Grand comme près de la moitié de la France, l’Adrar des Ifoghas est un massif granitique dont les larges vallées sont peuplées d’éleveurs touaregs. Situé à l’extrême nord-est du Mali, aux frontières du Niger et de l’Algérie, son chef-lieu est Kidal, la ville dont les troupes françaises contrôlent l’aérodrome depuis hier, et c’est vers ce massif que les combattants djihadistes se sont repliés depuis l’échec de leur offensive sur Bamako et la libération de Gao et Tombouctou.

Il serait étonnant que les forces maliennes et françaises les laissent maintenant s’éparpiller dans cette région difficile d’accès pour mieux se réorganiser ensuite. On peut déduire de la rapidité de la progression française vers l’aérodrome de Kidal que son objectif est d’empêcher les djihadistes, à coup de frappes aériennes, de transformer l’Adrar des Ifoghas en un bunker à partir duquel il pourrait tenter des coups-de-mains puis de nouvelles offensives.

Logiquement les troupes franco-maliennes devraient pousser leur avantage sans perdre de temps mais, quels que soient les succès qu’elles pourraient s’adjuger là, il n’y pas d’illusions à se faire. Les djihadistes ne disparaîtront pas du jour au lendemain. Ils devront d’autant plus chercher et trouver les moyens d’une riposte qu’ils auront beaucoup de mal à se ravitailler et que l’accès aux territoires nigériens et algériens leur sera difficile. C’est lorsqu’il est dos au mur qu’un adversaire devient le plus dangereux et la victoire à remporter contre lui ne sera donc pas militaire.

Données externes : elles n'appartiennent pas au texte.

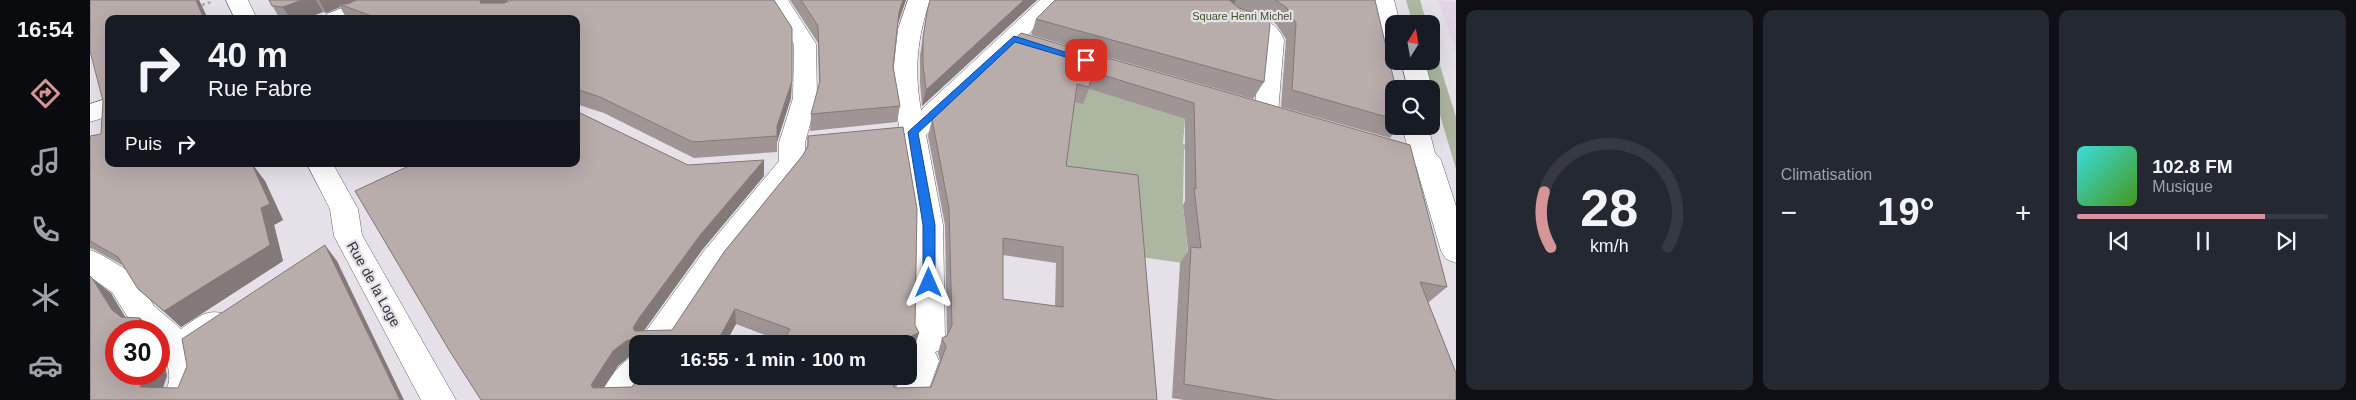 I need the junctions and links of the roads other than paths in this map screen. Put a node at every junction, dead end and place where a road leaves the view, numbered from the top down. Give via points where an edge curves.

Pour être complète, elle aura besoin d’être avant tout politique et cela demandera, d’une part, que les populations du Nord puissent bénéficier d’une rapide amélioration de leur situation matérielle devenue formidablement précaire et, de l’autre, que les Touaregs n’aient bientôt plus de raison de s’allier aux djihadistes pour imposer le respect de leurs intérêts et de leur identité.

Il faut autrement dit de l’argent pour bâtir et reconstruire des écoles, des routes et des dispensaires. C’est là que les autres pays de l’Union européenne seront indispensables car, autant la France n’avait pas besoin de leurs soldats, autant elle ne peut ni ne devrait assumer seule cette charge financière. C’est maintenant qu’un test politique de première grandeur attend l’Union. Il serait particulièrement grave qu’elle ne s’avère pas à la hauteur de l’enjeu mais, quand bien même se mobiliserait-elle, cela serait vain si les Maliens ne parvenaient pas à reforger leur unité nationale en résolvant la question touareg.

Ce ne sera pas facile parce que les violences de l’épisode djihadiste ont créée un ressentiment contre eux, qu’ils ne sont pas seuls à peupler le Nord, qu’une autonomie est donc difficile et que les pays riverains y seraient, en tout état de cause, hostiles par crainte que cela n’alimente des revendications semblables chez leurs propres Touaregs.

C’est là que tout se jouera mais il est rassurant que la France ait appelé le Mali à se saisir du problème et que les parlementaires maliens aient adopté, à l’unanimité, une « feuille de route de la réconciliation nationale » prévoyant des élections avant l’été et des discussions avec ceux des groupes armés prêts à un dialogue. Il y en a et c’est justement à Kidal que se trouvent leurs chefs.